Statistical analysis. All analyses were performed using STATA version 15.1 (Stata Corp LLC, College Station, TX, USA). We compared baseline characteristics between patients who developed NRP and those who did not develop NRP using the chi-squared test for categorical variables, Student’s t-test for normally distributed continuous variables, and Wilcoxon rank-sum test for non-normally distributed continuous variables. Kaplan-Meier curve analyses, with the log-rank test, were performed to compare the overall survival between patients who developed NRP and those who did not. Additionally, univariable and multivariable Cox proportional hazard analyses were performed to estimate the hazard ratio and 95% confidence interval (CI) for all-cause mortality. Independent variables analyzed by Cox proportional hazard models included NRP, age, chronic kidney disease, Child-Pugh class, cancer stage, (10) and ECOG-PS, (14) and were selected based on previous studies (6, 18-21) and our clinical experience. All variables used in the univariate analyses were incorporated into the multivariable analysis as independent variables. Additionally, we performed univariable and multivariable logistic regression analyses to identify the risk factors for NRP. Odds ratios and corresponding 95%CIs were calculated. Based on previous studies (18, 19, 21), we selected pre-existing proteinuria, age, RASi, CKD, hypertension, and diabetes mellitus as independent variables in the logistic regression analyses. All variables used in the univariable analyses were incorporated into the multivariable analysis as independent variables. A two-sided p-value <0.05 was considered statistically significant. Due to the limited sample size, subgroup and sensitivity analyses were not performed.
Results
Baseline characteristics of the study population. In total, 46 consecutive patients who were administered lenvatinib between September 1, 2018 and December 31, 2019 were potentially eligible for the study, and 45 patients were included in our analyses after excluding one patient with less than 1 month of follow-up data. The median age was 66 [interquartile range (IQR)=55-72] years, 56% of the patients were women, and 20% had pre-existing proteinuria. Fourteen patients (31%) received sorafenib prior to lenvatinib treatment. Patients who developed NRP were more likely to have heart failure and pre-existing proteinuria and had higher serum creatinine (sCr) levels than patients who did not develop NRP. Other parameters, including the Child-Pugh class, the albumin-bilirubin (ALBI) grade, and the TNM grade did not differ significantly between the two groups (Table I).
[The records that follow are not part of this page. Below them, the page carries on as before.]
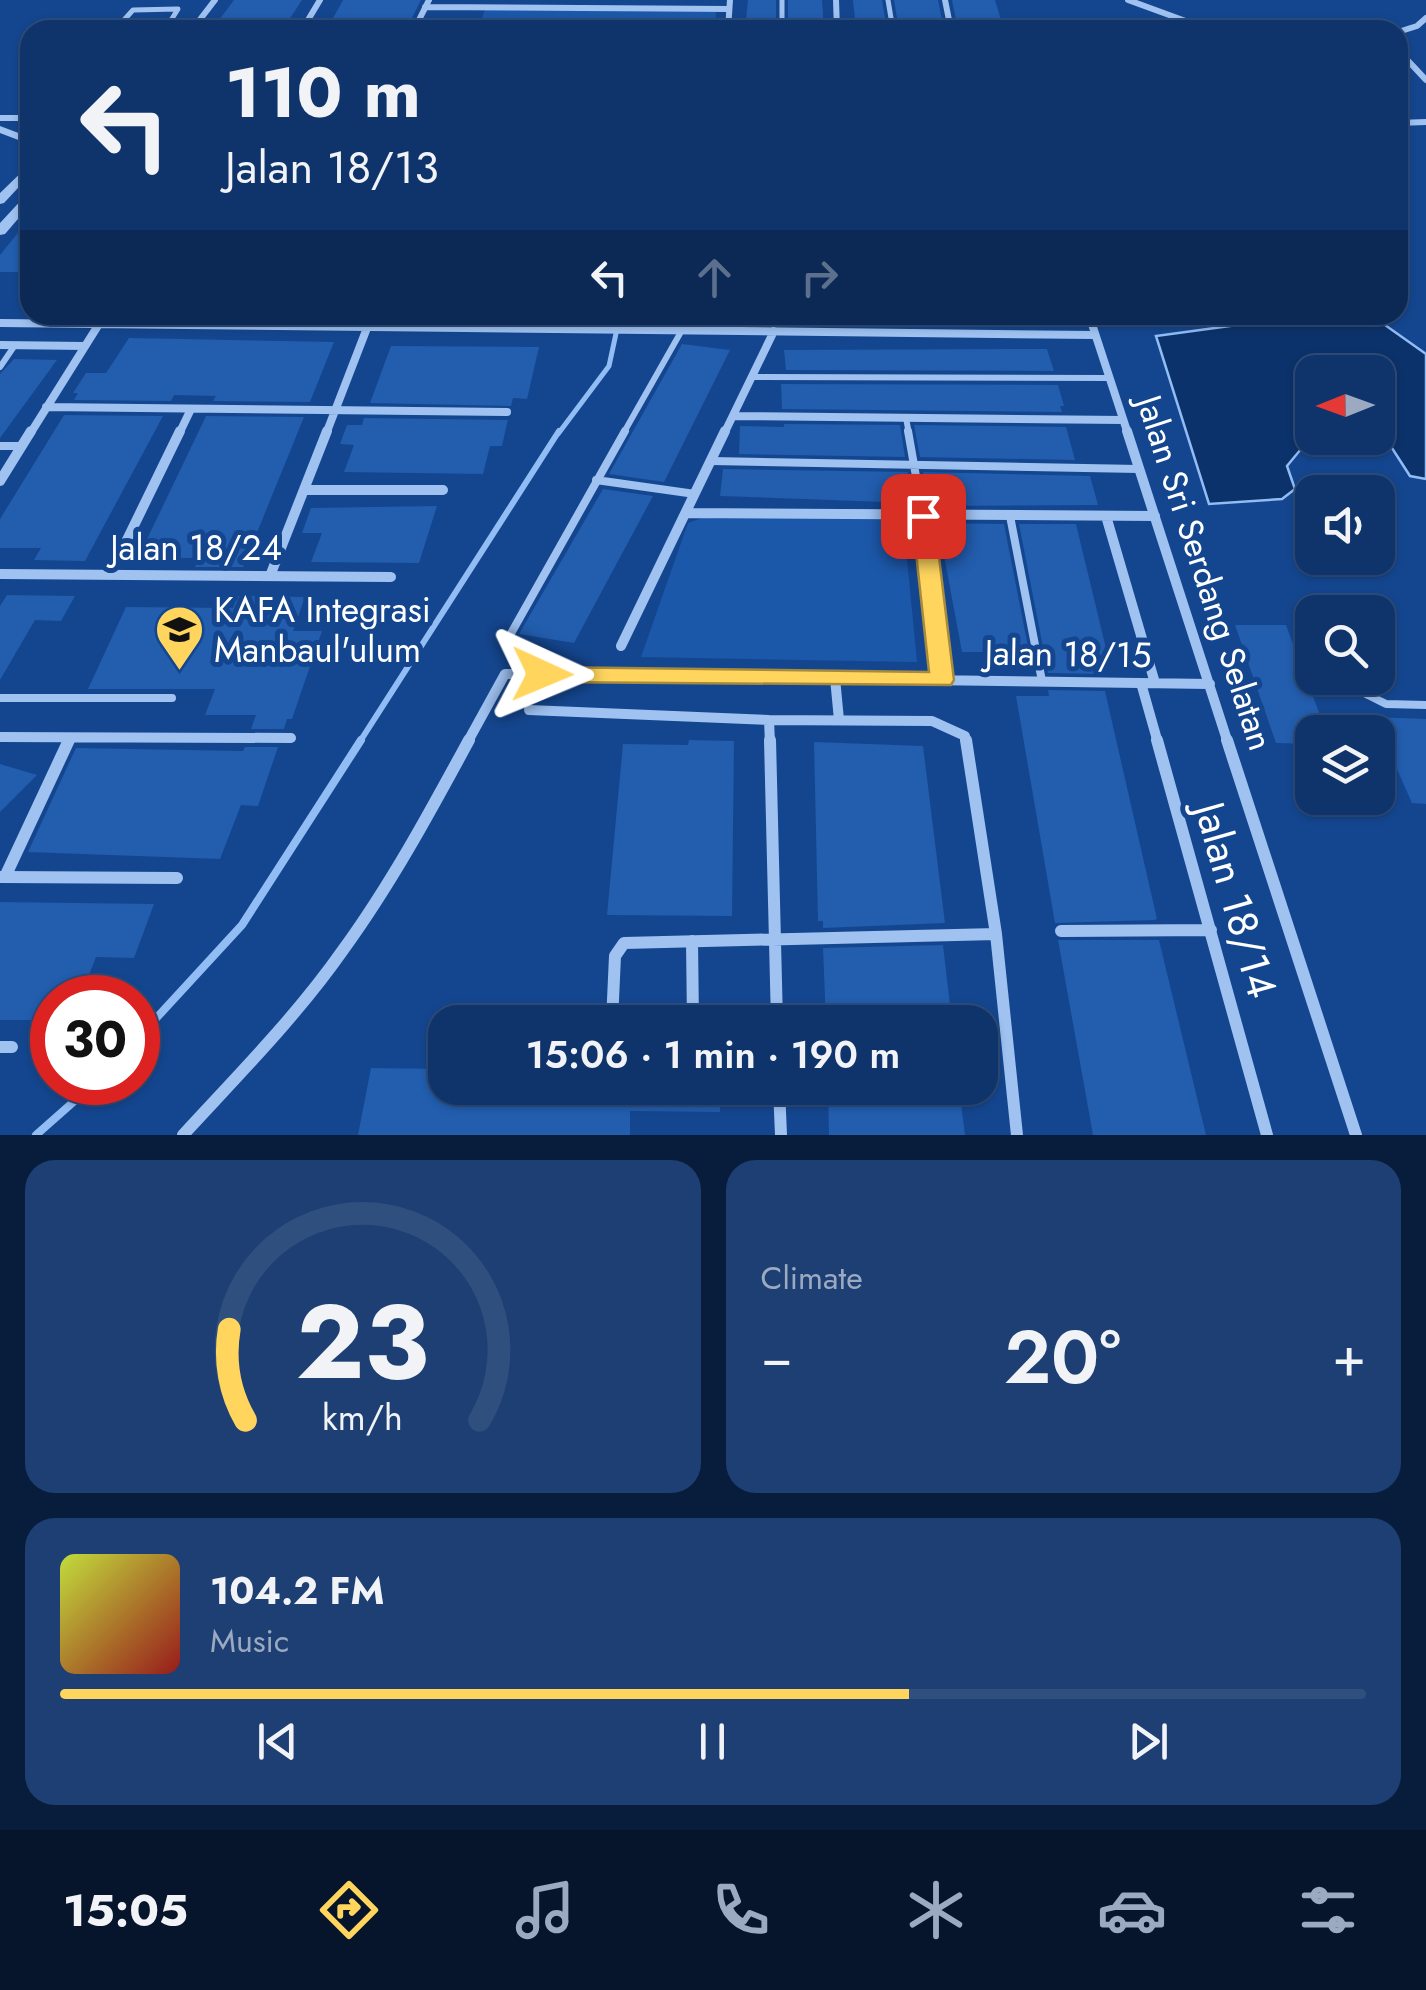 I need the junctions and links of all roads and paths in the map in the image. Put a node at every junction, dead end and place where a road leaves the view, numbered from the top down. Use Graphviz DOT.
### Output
graph roads {
  1 [pos="1128,0"];
  2 [pos="427,4"];
  3 [pos="579,4"];
  4 [pos="730,4"];
  5 [pos="1426,18"];
  6 [pos="124,20"];
  7 [pos="171,20"];
  8 [pos="1183,20"];
  9 [pos="1417,26"];
  10 [pos="1408,29"];
  11 [pos="1426,29"];
  12 [pos="1408,61"];
  13 [pos="1426,80"];
  14 [pos="20,179"];
  15 [pos="0,200"];
  16 [pos="20,209"];
  17 [pos="0,231"];
  18 [pos="98,325"];
  19 [pos="170,325"];
  20 [pos="1092,325"];
  21 [pos="242,326"];
  22 [pos="367,328"];
  23 [pos="682,330"];
  24 [pos="774,331"];
  25 [pos="1095,335"];
  26 [pos="0,345"];
  27 [pos="16,345"];
  28 [pos="85,346"];
  29 [pos="0,367"];
  30 [pos="752,377"];
  31 [pos="1109,378"];
  32 [pos="46,408"];
  33 [pos="190,409"];
  34 [pos="334,410"];
  35 [pos="507,412"];
  36 [pos="734,416"];
  37 [pos="906,418"];
  38 [pos="1123,420"];
  39 [pos="0,446"];
  40 [pos="22,446"];
  41 [pos="712,460"];
  42 [pos="914,464"];
  43 [pos="1140,468"];
  44 [pos="596,480"];
  45 [pos="0,481"];
  46 [pos="306,490"];
  47 [pos="443,490"];
  48 [pos="695,494"];
  49 [pos="686,513"];
  50 [pos="923,516"];
  51 [pos="1010,516"];
  52 [pos="1106,516"];
  53 [pos="1155,516"];
  54 [pos="124,546"];
  55 [pos="0,574"];
  56 [pos="270,576"];
  57 [pos="391,577"];
  58 [pos="509,638"];
  59 [pos="621,646"];
  60 [pos="835,678"];
  61 [pos="942,680"];
  62 [pos="1042,681"];
  63 [pos="1148,683"];
  64 [pos="1210,684"];
  65 [pos="1368,695"];
  66 [pos="0,698"];
  67 [pos="172,698"];
  68 [pos="1426,705"];
  69 [pos="528,710"];
  70 [pos="769,720"];
  71 [pos="839,720"];
  72 [pos="0,737"];
  73 [pos="70,738"];
  74 [pos="292,738"];
  75 [pos="3,877"];
  76 [pos="178,878"];
  77 [pos="1212,930"];
  78 [pos="1062,931"];
  79 [pos="996,934"];
  80 [pos="775,936"];
  81 [pos="692,941"];
  82 [pos="613,1005"];
  83 [pos="693,1005"];
  84 [pos="777,1005"];
  85 [pos="779,1105"];
  86 [pos="183,1135"];
  87 [pos="780,1135"];
  88 [pos="1018,1135"];
  89 [pos="1267,1135"];
  90 [pos="1356,1135"];
  1 -- 8 [label="street"];
  2 -- 3 [label="street"];
  3 -- 4 [label="street"];
  5 -- 9 [label="street"];
  6 -- 7 [label="lane"];
  9 -- 10 [label="street"];
  9 -- 11 [label="lane"];
  12 -- 13 [label="street"];
  14 -- 15 [label="street"];
  16 -- 17 [label="street"];
  18 -- 28 [label="street"];
  19 -- 21 [label="street"];
  20 -- 25 [label="street, Jalan Sri Serdang Selatan"];
  21 -- 22 [label="street"];
  22 -- 23 [label="street"];
  22 -- 34 [label="street"];
  23 -- 24 [label="street"];
  23 -- 44 [label="lane"];
  24 -- 25 [label="street"];
  24 -- 30 [label="street"];
  25 -- 31 [label="street, Jalan Sri Serdang Selatan"];
  26 -- 27 [label="street"];
  27 -- 28 [label="street"];
  27 -- 29 [label="lane"];
  28 -- 32 [label="street"];
  30 -- 31 [label="lane"];
  30 -- 36 [label="street"];
  31 -- 38 [label="street, Jalan Sri Serdang Selatan"];
  32 -- 33 [label="street"];
  32 -- 40 [label="street"];
  33 -- 34 [label="street"];
  33 -- 54 [label="street"];
  34 -- 35 [label="street"];
  34 -- 46 [label="street"];
  36 -- 37 [label="street"];
  36 -- 41 [label="street"];
  37 -- 38 [label="street"];
  37 -- 42 [label="lane"];
  38 -- 43 [label="street, Jalan Sri Serdang Selatan"];
  39 -- 40 [label="lane"];
  40 -- 45 [label="street"];
  41 -- 42 [label="lane"];
  41 -- 48 [label="street"];
  42 -- 43 [label="lane"];
  42 -- 50 [label="lane"];
  43 -- 53 [label="street, Jalan Sri Serdang Selatan"];
  44 -- 48 [label="lane"];
  44 -- 58 [label="lane"];
  46 -- 47 [label="street"];
  46 -- 56 [label="street"];
  48 -- 49 [label="street"];
  49 -- 50 [label="street"];
  49 -- 59 [label="street"];
  50 -- 51 [label="street"];
  50 -- 61 [label="street"];
  51 -- 52 [label="street"];
  51 -- 62 [label="lane"];
  52 -- 53 [label="street"];
  52 -- 63 [label="street, Jalan 18/14"];
  53 -- 64 [label="street, Jalan Sri Serdang Selatan"];
  55 -- 56 [label="street, Jalan 18/24"];
  56 -- 57 [label="street, Jalan 18/24"];
  60 -- 61 [label="street, Jalan 18/15"];
  60 -- 71 [label="street"];
  60 -- 86 [label="street, Jalan 18/15"];
  61 -- 62 [label="street, Jalan 18/15"];
  62 -- 63 [label="street, Jalan 18/15"];
  63 -- 64 [label="street, Jalan 18/15"];
  63 -- 77 [label="street, Jalan 18/14"];
  64 -- 90 [label="street, Jalan Sri Serdang Selatan"];
  65 -- 68 [label="lane"];
  66 -- 67 [label="lane"];
  69 -- 70 [label="street"];
  70 -- 71 [label="street"];
  70 -- 80 [label="street"];
  71 -- 79 [label="street"];
  72 -- 73 [label="street"];
  73 -- 74 [label="street"];
  73 -- 75 [label="street"];
  75 -- 76 [label="street"];
  77 -- 78 [label="street"];
  77 -- 89 [label="street, Jalan 18/14"];
  79 -- 80 [label="street"];
  79 -- 88 [label="street"];
  80 -- 81 [label="street"];
  80 -- 84 [label="street"];
  81 -- 82 [label="street"];
  81 -- 83 [label="street"];
  85 -- 87 [label="street"];
}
Baseline characteristics of the study participants according to nephrotic-range proteinuria.
Overall survival. During a median follow-up of 1 year (IQR=0.6-2.6 years), 25 patients died (56%). The Kaplan-Meier survival analysis between the NRP and the non-NRP group showed that overall survival was not statistically different between the two groups (log-rank test, p=0.4329) (Figure 1). In univariable Cox proportional hazard analyses, NRP was not associated with overall survival. A similar result was observed in the multivariable analysis, which was adjusted for age, chronic kidney disease (CKD), Child-Pugh class, TNM stage, and Eastern Cooperative Oncology Group Performance Status (ECOG-PS) (Table II).
Kaplan-Meier curves showing mortality in the nephrotic and the non-nephrotic groups.
Clinical factors affecting all-cause mortality.
Risk factors for NRP with lenvatinib. NRP occurred in five patients (11%) at a median of 5 months (IQR=3.1-12.0 months) after the initiation of lenvatinib; therefore, lenvatinib was discontinued in all patients with NRP. Univariable analyses revealed that pre-existing proteinuria was associated with a higher risk of NRP development. However, the multivariable analysis failed to demonstrate any significant clinical factors associated with NRP (Table III).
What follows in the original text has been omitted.